Buying the right mutual fund share class can save you money

This has been a topic in the past and while it may not be new, there are thousands of shareholders still purchasing the wrong mutual fund share class. The impact is lower performance for the investor and generally higher commissions to the registered representative or broker. If you do not think you could not be involved, you might double check your accounts.

On February 28, the Financial Industry Regulatory Authority (FINRA) released a statement they were settling with five brokerage firms regarding improper mutual fund sales to 5,300 households. The primary violations were the improper sales of Class B and Class C shares to individuals and failure to have supervisory systems designed to provide all eligible investors with the opportunity to purchase Class A shares at net asset value (NAV) through NAV transfer programs.

In this case, Merrill Lynch, Prudential Securities, Pruco, and UBS were fined a total of $2.4 million. Wells Fargo, also involved, avoided fines, since they had already taken steps to correct the problem. In addition to the fines, these firms are returning to investors millions of dollars in excess fees and per FINRA, this may exceed $25 million. The regulatory agency reviewed the 2001 through 2004 period and discovered investors paid new Class A fees even though the mutual fund company offered Class A shares at NAV, if the investor were purchasing shares with proceeds from the redemption of other mutual funds which they had paid a commission. Other investors had been directed to Class B or Class C shares improperly.

While most brokers are trustworthy, clearly there are some brokers looking out for their own interests and not that of their clients. The following recaps the proper use of Class A, B, and C mutual fund shares.

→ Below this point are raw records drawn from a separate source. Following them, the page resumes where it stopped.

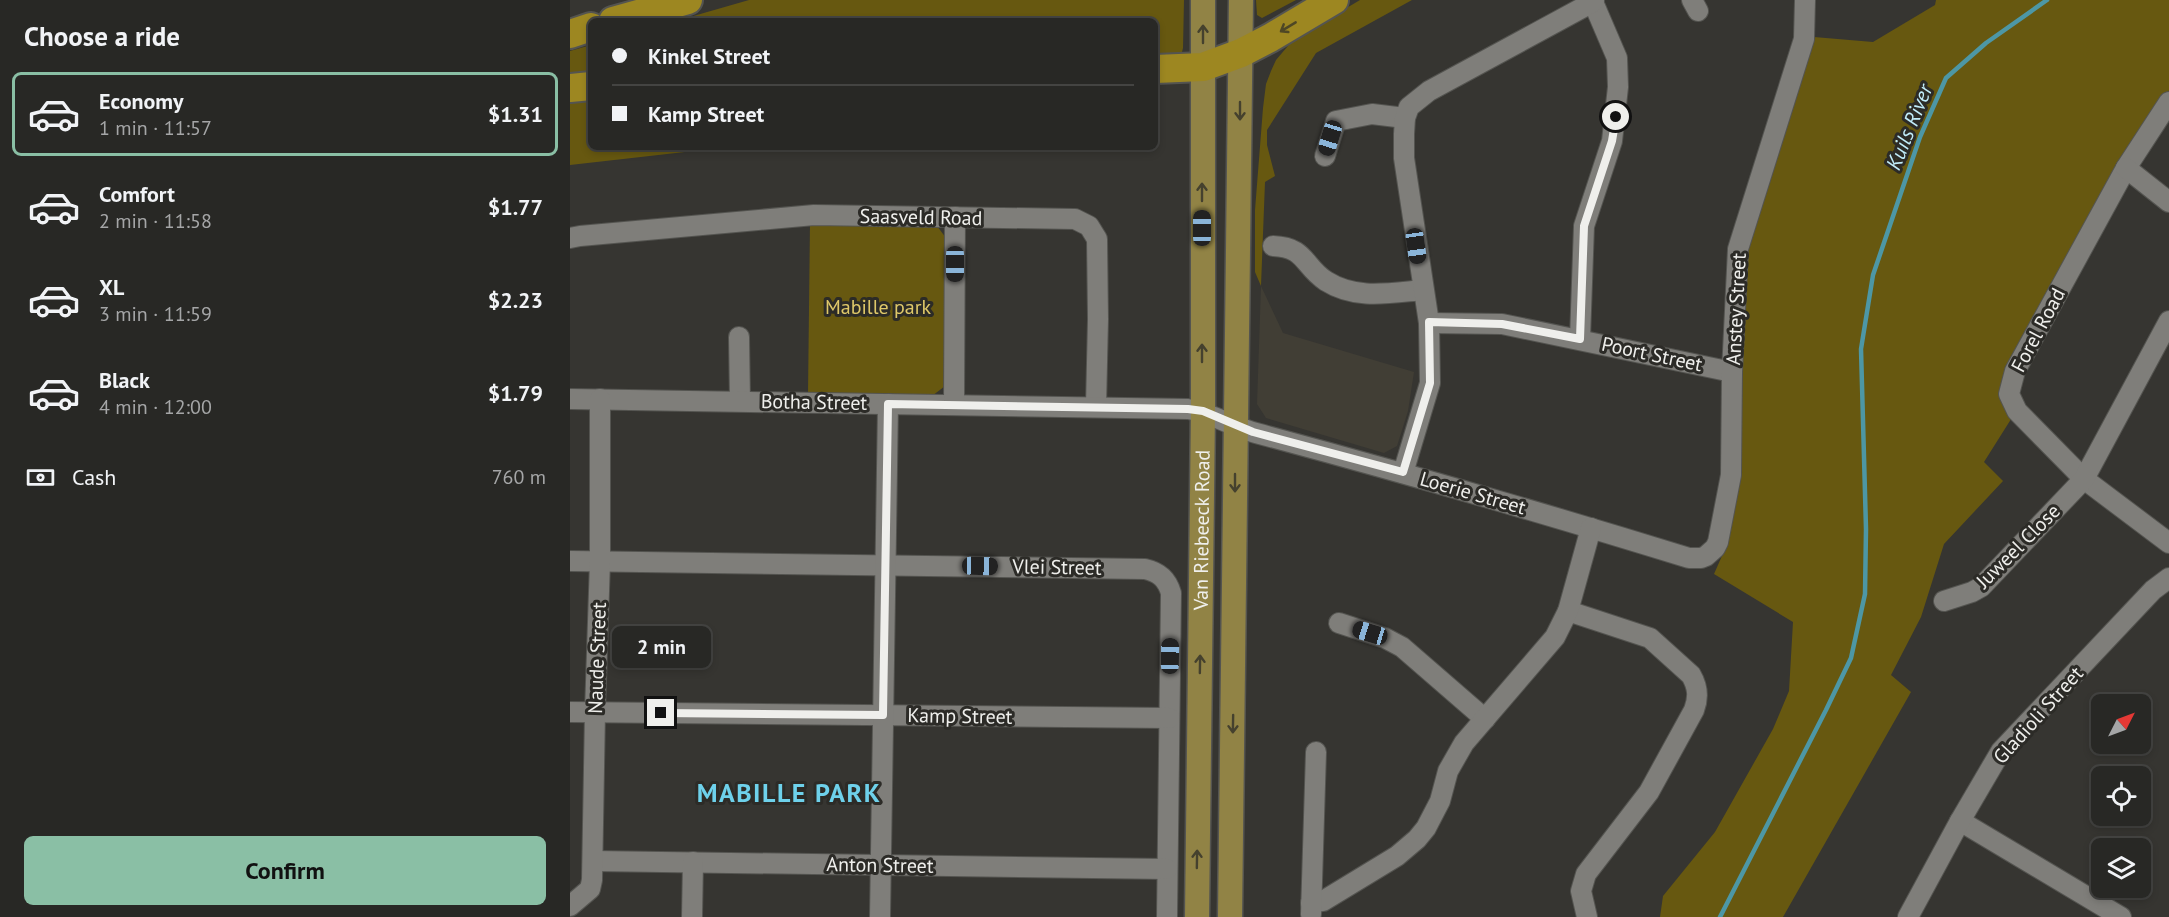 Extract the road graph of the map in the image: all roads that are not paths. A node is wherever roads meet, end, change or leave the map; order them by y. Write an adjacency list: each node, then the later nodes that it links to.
1 (688, 0): 7 (highway)
2 (1203, 0): 11 (main road, Van Riebeeck Road, one-way to 2)
3 (1241, 0): 10 (main road, Van Riebeeck Road)
4 (1334, 0): 10 (highway, one-way to 10)
5 (1805, 0): 28 (street, Anstey Street)
6 (1594, 1): 16 (street); 27 (street)
7 (623, 18)
8 (588, 28): 9 (highway)
9 (570, 34)
10 (1241, 53): 11 (highway); 36 (main road, Van Riebeeck Road, one-way to 36)
11 (1203, 68): 12 (highway); 35 (main road, Van Riebeeck Road, one-way to 11)
12 (1158, 69)
13 (588, 86): 14 (highway)
14 (570, 88)
15 (2169, 102): 18 (street, Forel Road)
16 (1405, 118): 17 (street); 23 (street)
17 (1325, 156)
18 (2126, 168): 19 (street); 38 (street, Forel Road)
19 (2169, 202)
20 (955, 217): 21 (street, Saasveld Road); 33 (street); 34 (street, Saasveld Road)
21 (570, 238)
22 (1274, 246): 23 (street)
23 (1423, 290): 25 (street)
24 (2169, 321): 38 (street, Juweel Close)
25 (1429, 322): 27 (street, Poort Street); 37 (street)
26 (738, 338): 31 (street)
27 (1580, 339): 28 (street, Poort Street)
28 (1732, 372): 42 (street, Anstey Street)
29 (570, 399): 30 (street, Botha Street)
30 (600, 399): 31 (street, Botha Street); 45 (street, Naude Street)
31 (740, 401): 32 (street, Botha Street)
32 (888, 404): 33 (street, Botha Street); 46 (street)
33 (954, 405): 34 (street, Botha Street)
34 (1096, 406): 35 (street, Botha Street)
35 (1203, 411): 36 (street, Loerie Street); 68 (main road, Van Riebeeck Road, one-way to 35)
36 (1235, 424): 37 (street, Loerie Street); 69 (main road, Van Riebeeck Road, one-way to 69)
37 (1403, 472): 40 (street, Loerie Street)
38 (2084, 479): 39 (street, Forel Road); 49 (street, Juweel Close)
39 (2146, 527): 41 (street, Forel Road); 43 (street, Forel Road)
40 (1591, 528): 42 (street, Loerie Street); 50 (street)
41 (2169, 543)
42 (1711, 554)
43 (2169, 554)
44 (570, 561): 45 (street, Vlei Street)
45 (600, 561): 46 (street, Vlei Street); 53 (street, Naude Street)
46 (886, 565): 54 (street); 55 (street, Vlei Street)
47 (2169, 566): 48 (street, Gladioli Street)
48 (2161, 584): 58 (street, Gladioli Street)
49 (1944, 601)
50 (1568, 611): 56 (street); 70 (street)
51 (1339, 623): 56 (street)
52 (570, 712): 53 (street, Kamp Street)
53 (595, 712): 54 (street, Kamp Street); 59 (street, Naude Street)
54 (883, 715): 55 (street, Kamp Street); 61 (street)
55 (1169, 718): 62 (street, Vlei Street)
56 (1485, 718): 64 (street)
57 (1316, 752): 64 (street)
58 (1960, 821): 71 (street, Gladioli Street); 72 (street)
59 (593, 861): 60 (street, Anton Street); 63 (street, Naude Street)
60 (693, 862): 61 (street, Anton Street); 65 (street)
61 (881, 865): 62 (street, Anton Street); 66 (street)
62 (1167, 869): 67 (street, Vlei Street)
63 (570, 906)
64 (1311, 910)
65 (692, 917)
66 (880, 917)
67 (1167, 917)
68 (1197, 917)
69 (1230, 917)
70 (1587, 917)
71 (1908, 917)
72 (2121, 917)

Starting with Class B shares, this class of shares should be purchased by the fewest number of investors, and many mutual fund companies no longer offer this share class due to high expenses. Originally, investors were permitted to purchase up to $250,000 of this share class, but the limit was reduced to $50,000 by most fund companies if the class is offered at all. There is no up-front fee for this share class, which makes them attractive to investors, however; the management fees are higher by almost 1 percent, and there is a declining redemption fee if sold in the first five to seven years. Only long-term investors and generally those who are unable to invest more than $50,000 over several years should consider this share class. Since the shares convert to Class A at the end of the surrender period, you might wonder what the benefit was of purchasing Class B shares. The answer is none. By purchasing Class B and not Class A, they generally paid higher annual fees over the holding period, and this is why FINRA has handed out fines. If you have the ability to invest more than $50,000 over time, then Class A shares most likely will be less costly.

Class C shares are designed for the investor with a shorter time horizon. While this share class also has higher annual management fees, the surrender charge on this share class is generally over at the end of the first year. Unlike Class B shares, at the end of the surrender fee period the shares do not convert to Class A shares. For the investor expecting to sell their investment at least a year in the future, but most likely not longer than four or five years, then purchasing Class C shares will result in lower fees. Because there are no acquisition fees or surrender fees after one year, the higher annual fees are only incurred during the holding period which for a short investment time frame should result in lower fees. But, since this share class never converts to Class A shares which have lower annual fees, holding this share class for periods longer than five years makes them more costly to own than Class A shares. As such, they are never suited for retirement accounts, unless the shares are planning to be redeemed within four or five years.

If Class B and Class C shares do not fit your objective, then Class A should be the ideal share class for you. While you pay an up-front fee, the lower annual fees will make up for the acquisition costs provided the shares are held for four or more years. Many investors are put off by seeing their investment value drop by the up-front fees of Class A shares, hence why many investors fall prey to purchasing Class B or Class C shares inappropriately. The upfront fee not only compensates the broker for their expertise in selecting funds, but also to continue to service and manage your investment.

While there are brokerage firms as well as brokers being fined for inappropriate action, venturing into investment management alone is not the best solution for most individuals. Qualified representatives who manage their clients’ assets will over time prove their worth in the services they provide. If you are unclear as to whom you should trust, first seek those brokers who have taken the time to obtain the CFP or ChFC credentials.